Locus, that nice magazine that just gave me a big shiny award, also does other cool things. Who knew? Like, they have a series called Roundtables, in which they ask a bunch of writers, reviewers, and other literary folk to chat about a particular work or topic. And — starting before the award, actually — they decided to talk about me.

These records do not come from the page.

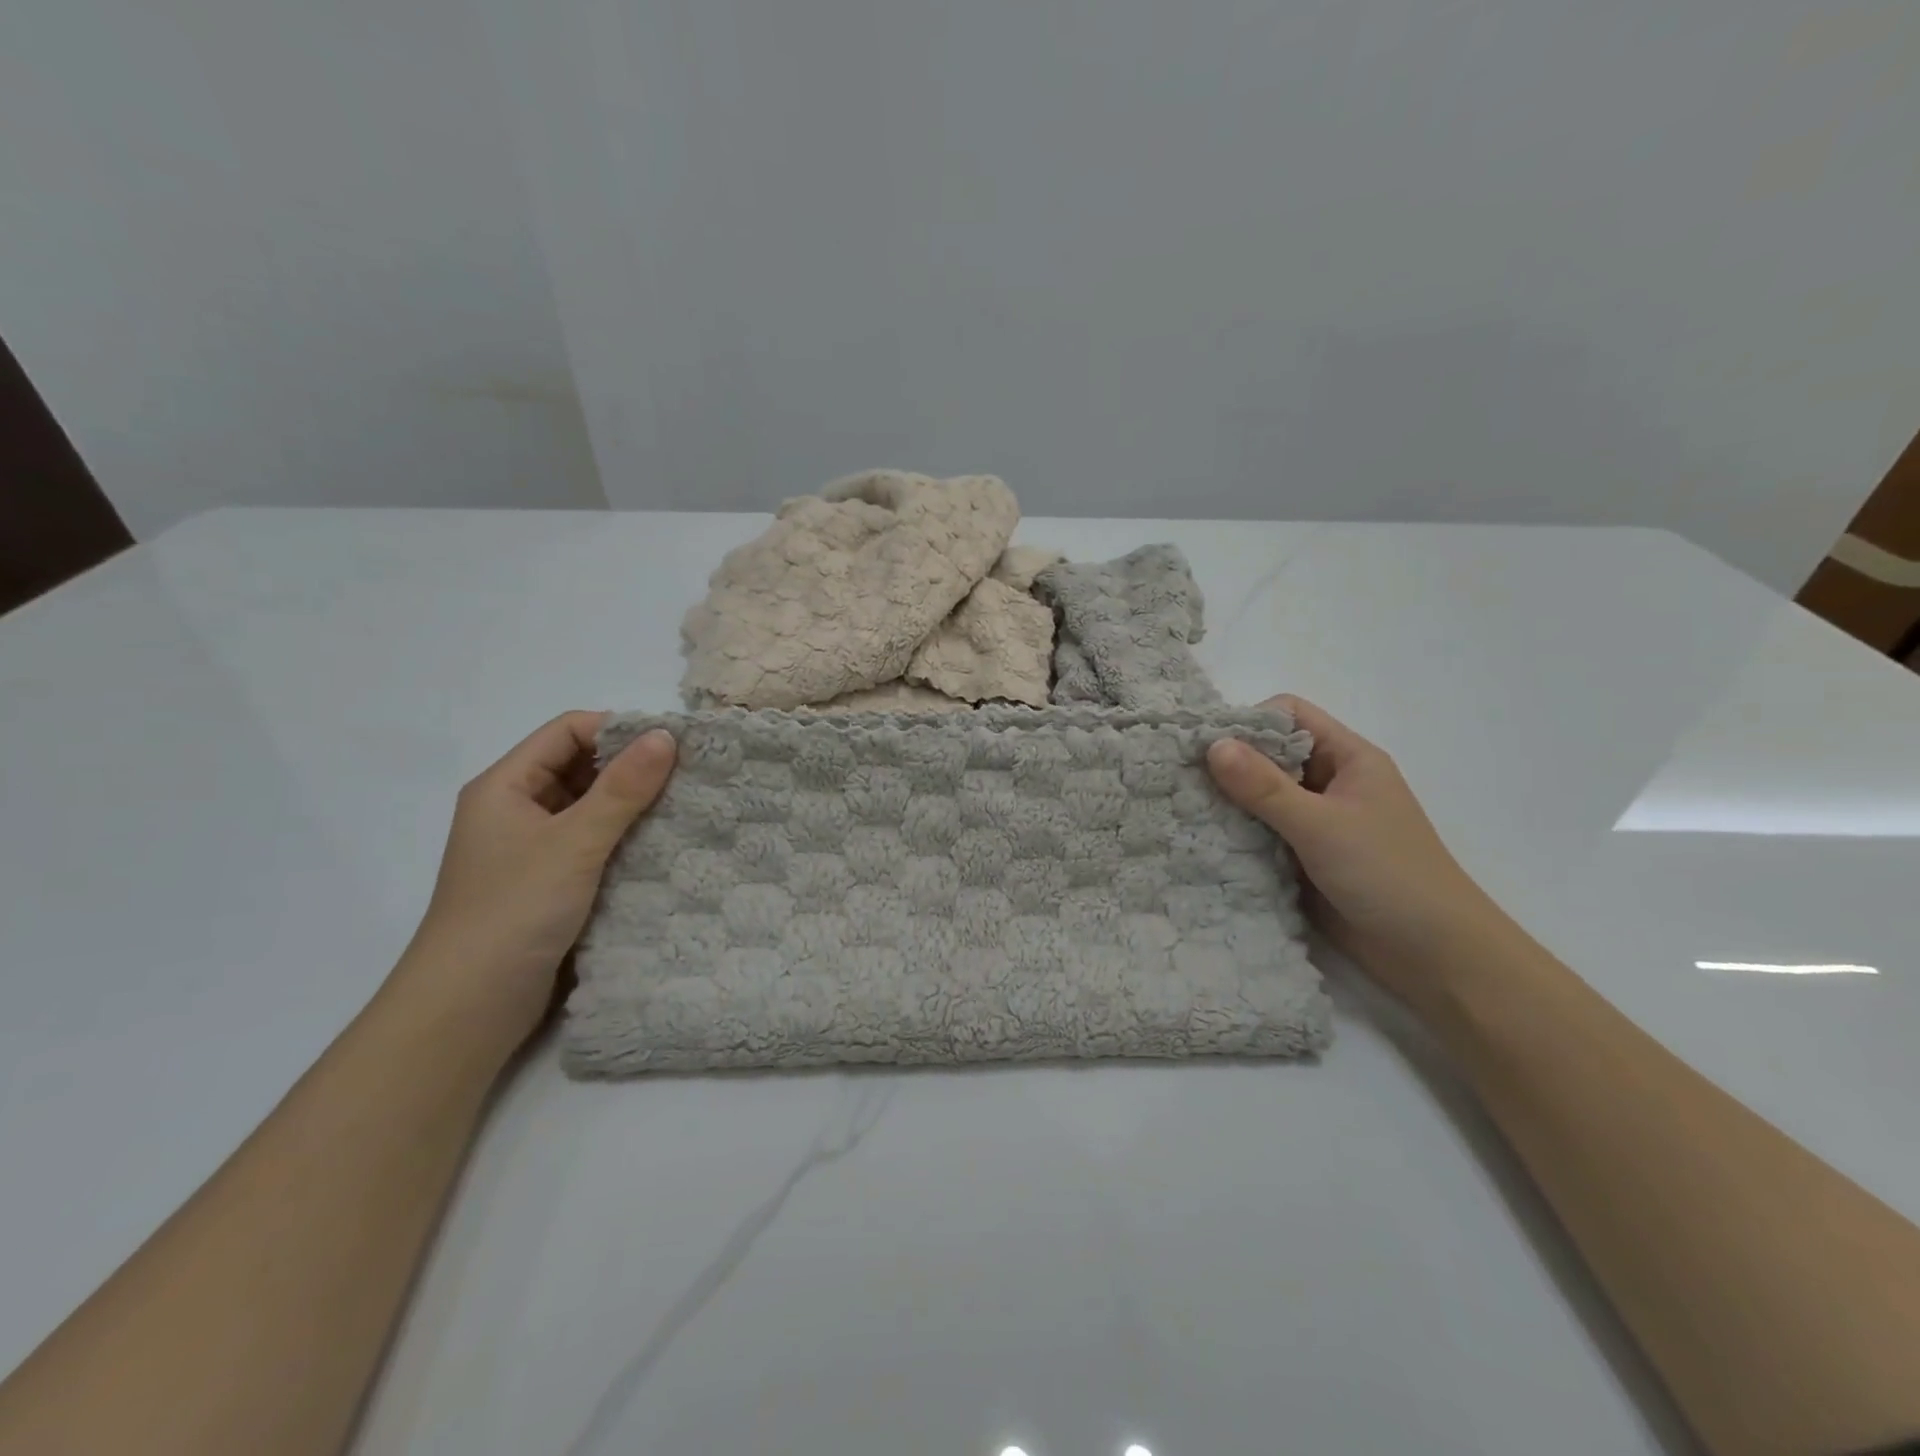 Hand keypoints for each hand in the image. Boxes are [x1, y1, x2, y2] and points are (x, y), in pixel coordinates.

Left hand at [388, 712, 675, 1061]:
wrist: (469, 1008)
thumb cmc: (514, 910)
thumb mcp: (574, 842)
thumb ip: (623, 788)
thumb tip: (667, 735)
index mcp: (506, 786)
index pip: (567, 732)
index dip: (618, 730)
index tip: (672, 745)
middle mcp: (516, 810)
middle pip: (579, 768)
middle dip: (631, 768)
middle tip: (689, 776)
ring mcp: (532, 850)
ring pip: (590, 809)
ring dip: (632, 807)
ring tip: (686, 807)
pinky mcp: (549, 885)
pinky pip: (593, 845)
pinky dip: (625, 840)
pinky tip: (663, 847)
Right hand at [1207, 696, 1507, 1001]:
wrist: (1433, 956)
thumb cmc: (1388, 875)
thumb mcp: (1322, 825)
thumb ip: (1265, 787)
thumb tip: (1212, 745)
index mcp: (1348, 758)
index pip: (1290, 715)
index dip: (1249, 722)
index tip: (1207, 746)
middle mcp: (1330, 783)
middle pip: (1270, 754)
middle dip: (1229, 764)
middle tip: (1182, 778)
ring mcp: (1316, 822)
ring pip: (1261, 796)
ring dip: (1229, 802)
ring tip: (1184, 809)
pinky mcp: (1303, 857)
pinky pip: (1261, 833)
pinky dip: (1236, 833)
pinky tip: (1204, 840) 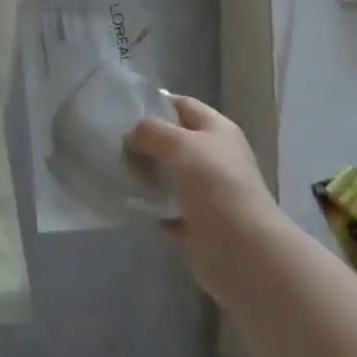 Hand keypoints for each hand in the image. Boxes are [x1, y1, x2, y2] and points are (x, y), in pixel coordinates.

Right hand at [125, 95, 277, 301]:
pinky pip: (165, 208)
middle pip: (173, 141)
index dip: (155, 104)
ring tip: (114, 169)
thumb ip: (150, 131)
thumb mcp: (179, 144)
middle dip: (145, 141)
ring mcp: (206, 192)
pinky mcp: (196, 223)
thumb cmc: (215, 185)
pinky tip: (127, 201)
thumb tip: (130, 137)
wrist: (243, 252)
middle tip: (113, 142)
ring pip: (167, 175)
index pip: (182, 105)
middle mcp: (213, 157)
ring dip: (144, 175)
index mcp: (217, 130)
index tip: (123, 111)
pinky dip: (149, 206) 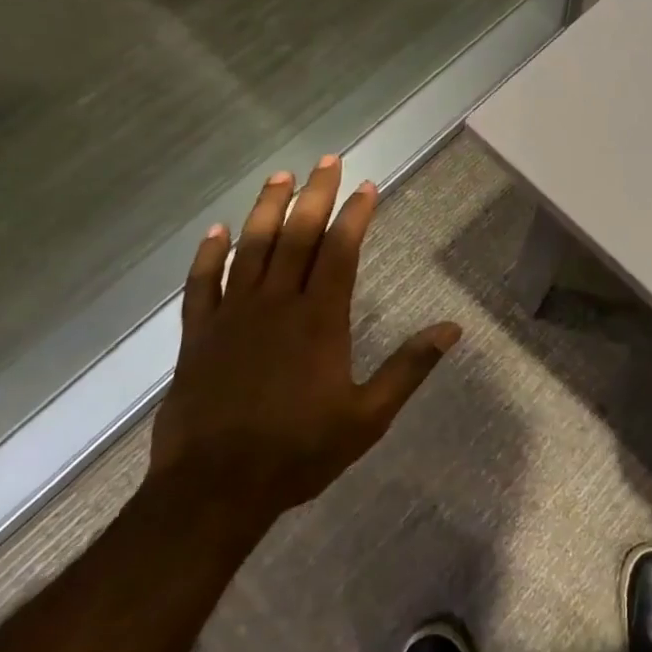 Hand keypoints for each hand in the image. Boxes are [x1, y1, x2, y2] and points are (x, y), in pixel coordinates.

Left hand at [148, 157, 460, 515]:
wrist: (213, 491)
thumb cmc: (298, 452)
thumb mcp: (369, 417)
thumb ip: (410, 368)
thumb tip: (453, 329)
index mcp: (319, 321)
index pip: (340, 252)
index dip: (354, 215)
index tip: (366, 187)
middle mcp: (276, 306)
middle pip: (296, 237)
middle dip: (315, 195)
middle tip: (327, 161)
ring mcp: (232, 317)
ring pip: (250, 249)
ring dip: (266, 209)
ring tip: (281, 176)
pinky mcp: (198, 336)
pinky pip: (202, 284)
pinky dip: (208, 255)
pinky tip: (216, 231)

Disclosure: I’m on the Roundtable list, but I obviously bowed out of this conversation. So a couple of the folks there have met me in real life, one (Rachel Swirsky) knows me quite well, and the rest I only know online — but I do know. Regardless, they didn’t stint at applying a critical eye to my stuff, though they also praised what they liked. They even introduced me to some ideas I hadn’t considered (like a New York fantasy novel… hmm…). It feels kind of like being in a writing group of people who’re critting not just a single book, but everything I’ve ever written.
For. Six. Pages.
::stares at monitor for a moment::
::comes out of catatonia::
…Anyway, go read it. It’s good stuff.
What a cool link. The participants seemed like good, incisive, insightful readers, to me. Did any of them point out anything you hadn’t noticed in your own work?
Ms. Speller’s comment “…there was an extra space in there somewhere that I couldn’t quite account for, perhaps Jemisin watching over her own shoulder as she wrote” was especially interesting to me. I didn’t get that sense myself, though I can’t in any way claim a pro reader’s eye.